Source data below:

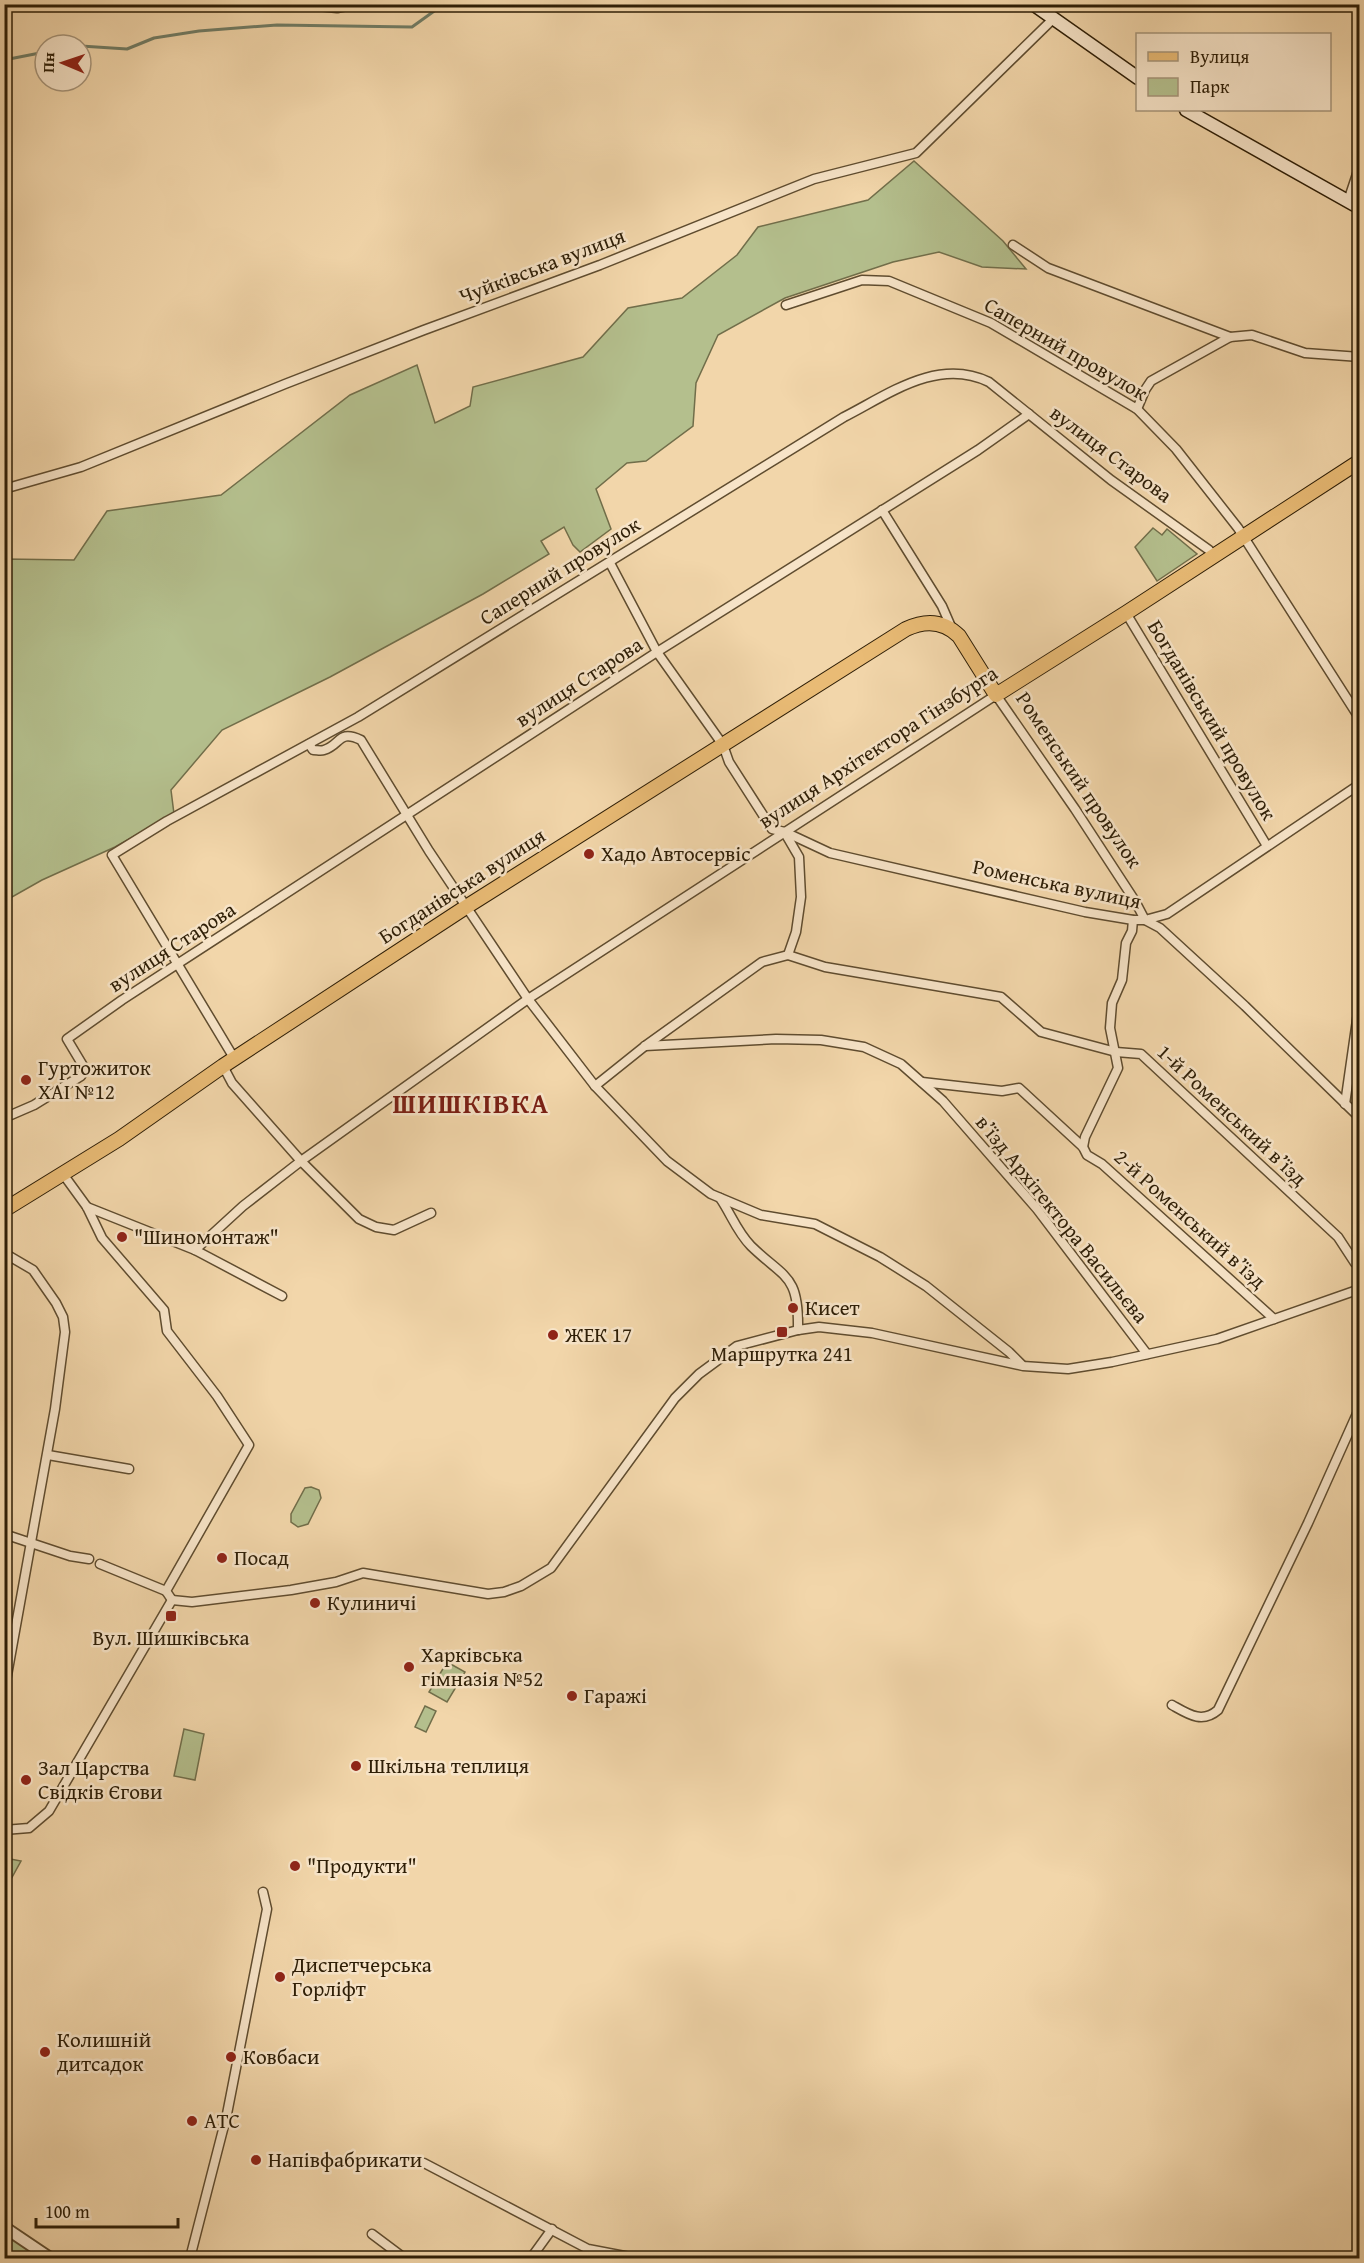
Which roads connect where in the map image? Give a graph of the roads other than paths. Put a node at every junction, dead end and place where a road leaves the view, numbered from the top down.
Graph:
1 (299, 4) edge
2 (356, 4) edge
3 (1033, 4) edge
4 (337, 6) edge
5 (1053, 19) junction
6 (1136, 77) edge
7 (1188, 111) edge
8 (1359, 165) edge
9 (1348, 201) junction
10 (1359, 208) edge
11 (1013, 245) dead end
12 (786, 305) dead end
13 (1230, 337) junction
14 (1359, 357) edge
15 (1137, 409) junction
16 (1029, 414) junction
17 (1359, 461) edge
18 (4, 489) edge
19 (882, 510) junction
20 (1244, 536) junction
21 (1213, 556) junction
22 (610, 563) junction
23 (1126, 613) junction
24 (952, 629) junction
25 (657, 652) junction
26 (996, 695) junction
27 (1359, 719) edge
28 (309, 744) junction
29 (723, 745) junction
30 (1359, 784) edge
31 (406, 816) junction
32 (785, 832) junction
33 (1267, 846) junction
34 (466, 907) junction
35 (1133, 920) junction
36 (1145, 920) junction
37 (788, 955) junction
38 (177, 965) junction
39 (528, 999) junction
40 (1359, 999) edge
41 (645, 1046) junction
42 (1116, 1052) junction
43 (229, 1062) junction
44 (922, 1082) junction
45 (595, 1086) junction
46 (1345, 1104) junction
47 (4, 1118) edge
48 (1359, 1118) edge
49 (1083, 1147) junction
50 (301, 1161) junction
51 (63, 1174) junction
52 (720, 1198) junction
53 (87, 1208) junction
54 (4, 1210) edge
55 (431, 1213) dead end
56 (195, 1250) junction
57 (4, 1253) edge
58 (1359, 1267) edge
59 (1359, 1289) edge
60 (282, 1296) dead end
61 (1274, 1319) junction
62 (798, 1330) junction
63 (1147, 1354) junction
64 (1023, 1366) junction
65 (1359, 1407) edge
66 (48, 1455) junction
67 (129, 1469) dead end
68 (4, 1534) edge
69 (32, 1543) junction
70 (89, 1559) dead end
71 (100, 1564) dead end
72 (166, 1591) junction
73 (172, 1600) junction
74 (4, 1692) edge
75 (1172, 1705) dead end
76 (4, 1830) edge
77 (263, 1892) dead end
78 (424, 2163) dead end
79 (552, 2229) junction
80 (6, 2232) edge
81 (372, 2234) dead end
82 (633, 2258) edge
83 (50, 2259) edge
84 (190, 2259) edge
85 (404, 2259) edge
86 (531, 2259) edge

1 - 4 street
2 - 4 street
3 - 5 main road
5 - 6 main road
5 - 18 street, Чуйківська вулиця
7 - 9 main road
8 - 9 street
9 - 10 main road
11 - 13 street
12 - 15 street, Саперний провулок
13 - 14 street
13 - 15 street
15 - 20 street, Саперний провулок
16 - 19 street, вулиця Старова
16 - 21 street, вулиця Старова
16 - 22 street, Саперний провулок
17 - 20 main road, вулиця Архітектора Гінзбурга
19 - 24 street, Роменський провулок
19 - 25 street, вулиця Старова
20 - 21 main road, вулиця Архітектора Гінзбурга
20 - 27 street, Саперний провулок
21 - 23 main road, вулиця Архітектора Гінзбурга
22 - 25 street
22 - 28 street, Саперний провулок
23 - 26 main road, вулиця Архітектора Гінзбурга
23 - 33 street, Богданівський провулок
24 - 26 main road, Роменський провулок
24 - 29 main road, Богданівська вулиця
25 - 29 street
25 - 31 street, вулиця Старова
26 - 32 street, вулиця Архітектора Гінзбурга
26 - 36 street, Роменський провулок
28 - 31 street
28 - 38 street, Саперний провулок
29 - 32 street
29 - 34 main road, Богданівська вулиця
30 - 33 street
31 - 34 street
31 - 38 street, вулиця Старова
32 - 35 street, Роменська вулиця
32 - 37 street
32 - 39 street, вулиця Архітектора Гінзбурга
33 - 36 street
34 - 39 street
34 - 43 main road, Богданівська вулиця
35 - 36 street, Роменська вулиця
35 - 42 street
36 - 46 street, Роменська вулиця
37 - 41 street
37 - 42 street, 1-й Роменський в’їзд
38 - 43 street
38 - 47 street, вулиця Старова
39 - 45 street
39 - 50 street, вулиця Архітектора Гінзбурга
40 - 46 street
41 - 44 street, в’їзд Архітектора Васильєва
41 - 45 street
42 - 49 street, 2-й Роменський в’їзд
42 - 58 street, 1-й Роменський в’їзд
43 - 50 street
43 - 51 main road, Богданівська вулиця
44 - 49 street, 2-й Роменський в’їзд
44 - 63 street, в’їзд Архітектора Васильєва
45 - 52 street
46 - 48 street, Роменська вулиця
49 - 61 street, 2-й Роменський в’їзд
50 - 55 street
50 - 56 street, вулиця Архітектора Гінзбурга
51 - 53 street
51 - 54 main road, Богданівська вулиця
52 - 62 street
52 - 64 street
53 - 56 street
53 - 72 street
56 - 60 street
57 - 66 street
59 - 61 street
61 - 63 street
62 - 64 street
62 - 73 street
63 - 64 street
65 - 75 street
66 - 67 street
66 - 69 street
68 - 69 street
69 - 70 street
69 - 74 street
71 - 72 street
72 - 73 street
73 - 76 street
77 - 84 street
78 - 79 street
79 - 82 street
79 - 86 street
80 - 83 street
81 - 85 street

End of Source data.

● Required work
Search the listing for the string "Роменський". Copy each line where it turns up.

● Task output
19 - 24 street, Роменський провулок
24 - 26 main road, Роменський провулок
26 - 36 street, Роменський провулок
37 - 42 street, 1-й Роменський в’їзд
42 - 49 street, 2-й Роменський в’їзд
42 - 58 street, 1-й Роменський в’їзд
44 - 49 street, 2-й Роменський в’їзд
49 - 61 street, 2-й Роменський в’їзд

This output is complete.